她记得,她怎么会忘记。就是因为她同父异母的妹妹不经意间发现了她的这个甜蜜的隐私,才使得她有机会能同爱人相守。
当然,她为此付出了代价,甚至再也无法为他生一个孩子。
为了宽慰她,他让皇太子如视亲母一般待她,他甚至对她的疯狂行径假装视而不见,一直等到她最终的清醒。
在世上,有这样的男人这样对她,已经足够。
宫宴结束时,已近凌晨,再有两个时辰,黎明即将到来,祭天祭地仪式已在紧张的筹备中。
只躺了一会儿,段鸿然便起身,轻手轻脚地越过熟睡的楚皇后,下榻更衣。
内侍点燃灯笼,引着他穿过黝黑的甬道,向东宫走去。东方的天边已经泛白,孤寂的星辰在寒风中闪烁不定,一如灯笼中飘忽的火光。
没有通传,不用迎礼,段鸿然径直走入太子寝殿。
让他吃惊的是,殿中灯火通明,让他最为骄傲的儿子正襟危坐于书案后,低头凝神注视着置于案上的图碟。听见响动声后,他遽然抬头,深沉的眸中闪过一抹惊异,随即镇静地起身,弓腰行礼。
段鸿然不语,负手踱到书案前坐下,盯着案上的图碟半天,突然抬头长笑:“好,不愧是我的儿子!”

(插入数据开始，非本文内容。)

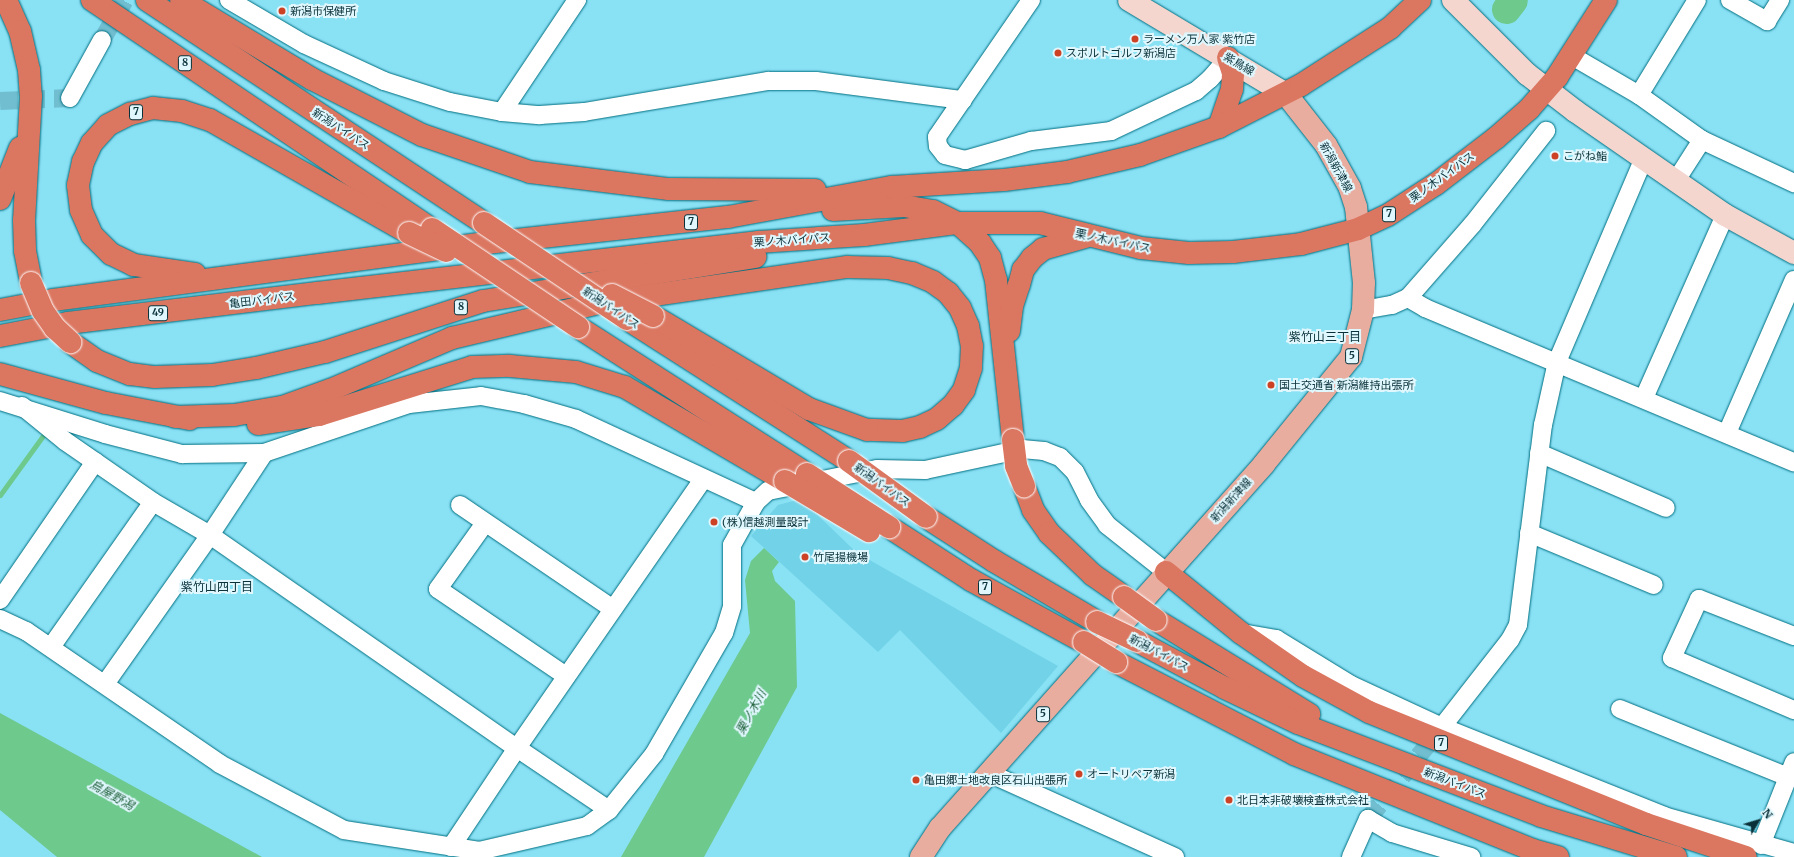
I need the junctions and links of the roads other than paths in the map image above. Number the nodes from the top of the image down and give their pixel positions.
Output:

充满骄傲与欣慰的语声在殿中回荡飘忽,终于溶进了殿外那漆黑如墨的夜里。
当再也看不到父皇离去的身影后,段亦飞抬起头,慢慢直身,重新回到案前坐下,提笔沾满丹朱红,重重地在图碟上圈了下去。
殿外,沉沉的钟鼓声划破暗夜,迎来岁首的第一缕曙光。
段亦飞注视着仍旧暗沉的夜色,微微地笑了。